Within the data below, determine how many lines contain "edges" and supply only that figure.
== == ==
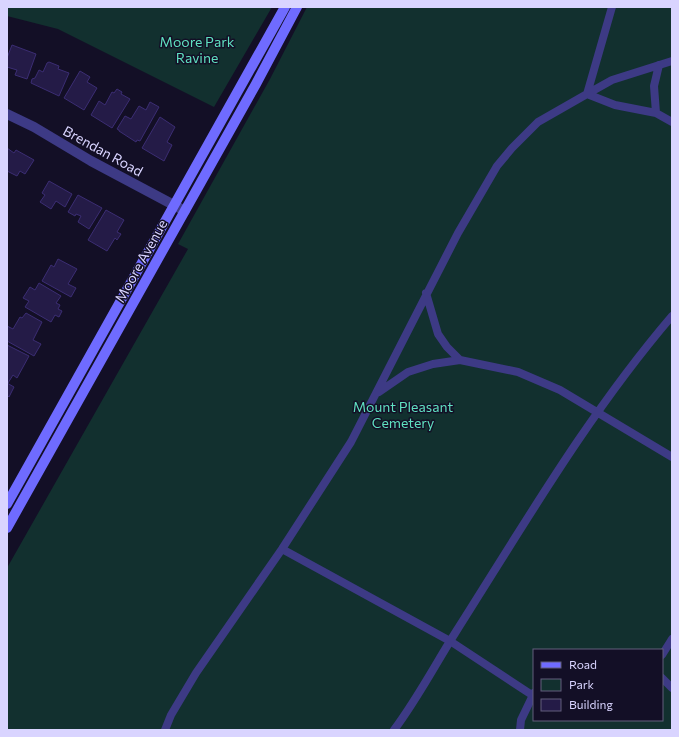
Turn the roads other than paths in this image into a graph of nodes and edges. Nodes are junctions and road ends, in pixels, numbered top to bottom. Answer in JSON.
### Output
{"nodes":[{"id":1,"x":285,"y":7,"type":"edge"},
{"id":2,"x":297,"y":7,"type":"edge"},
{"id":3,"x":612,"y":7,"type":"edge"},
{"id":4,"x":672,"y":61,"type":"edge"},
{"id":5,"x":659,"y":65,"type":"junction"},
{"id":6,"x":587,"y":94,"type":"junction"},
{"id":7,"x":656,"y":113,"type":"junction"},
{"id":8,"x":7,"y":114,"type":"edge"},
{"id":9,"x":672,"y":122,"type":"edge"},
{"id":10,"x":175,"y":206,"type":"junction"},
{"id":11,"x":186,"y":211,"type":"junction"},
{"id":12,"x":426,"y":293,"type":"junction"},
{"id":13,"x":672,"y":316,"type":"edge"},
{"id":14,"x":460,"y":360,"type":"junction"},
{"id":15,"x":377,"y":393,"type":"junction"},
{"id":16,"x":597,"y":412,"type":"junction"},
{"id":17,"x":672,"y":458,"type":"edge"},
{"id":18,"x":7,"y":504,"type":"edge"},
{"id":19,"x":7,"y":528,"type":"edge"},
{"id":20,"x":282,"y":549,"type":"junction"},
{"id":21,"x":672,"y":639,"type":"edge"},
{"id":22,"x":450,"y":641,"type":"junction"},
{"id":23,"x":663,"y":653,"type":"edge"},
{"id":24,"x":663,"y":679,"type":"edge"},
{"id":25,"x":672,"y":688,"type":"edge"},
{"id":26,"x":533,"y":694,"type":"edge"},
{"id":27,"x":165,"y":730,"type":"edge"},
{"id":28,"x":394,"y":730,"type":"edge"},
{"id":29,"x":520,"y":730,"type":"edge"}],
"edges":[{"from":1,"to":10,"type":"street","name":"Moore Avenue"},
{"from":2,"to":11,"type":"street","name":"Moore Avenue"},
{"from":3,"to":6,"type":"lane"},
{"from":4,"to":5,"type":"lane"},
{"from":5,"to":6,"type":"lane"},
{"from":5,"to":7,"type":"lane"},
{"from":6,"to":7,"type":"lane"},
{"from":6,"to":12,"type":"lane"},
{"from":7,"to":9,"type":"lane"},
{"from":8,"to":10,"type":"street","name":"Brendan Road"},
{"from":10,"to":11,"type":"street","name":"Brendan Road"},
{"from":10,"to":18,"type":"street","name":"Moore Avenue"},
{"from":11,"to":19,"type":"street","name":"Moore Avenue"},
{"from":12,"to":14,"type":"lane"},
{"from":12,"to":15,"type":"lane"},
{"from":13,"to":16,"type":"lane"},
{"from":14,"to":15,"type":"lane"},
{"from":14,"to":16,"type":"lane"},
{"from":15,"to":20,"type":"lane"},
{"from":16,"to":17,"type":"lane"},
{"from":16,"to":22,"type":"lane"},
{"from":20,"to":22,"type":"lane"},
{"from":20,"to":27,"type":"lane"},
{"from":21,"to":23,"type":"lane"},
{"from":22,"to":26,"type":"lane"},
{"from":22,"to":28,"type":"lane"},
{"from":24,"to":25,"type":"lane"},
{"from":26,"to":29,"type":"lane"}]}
== == ==
Result for this task: 2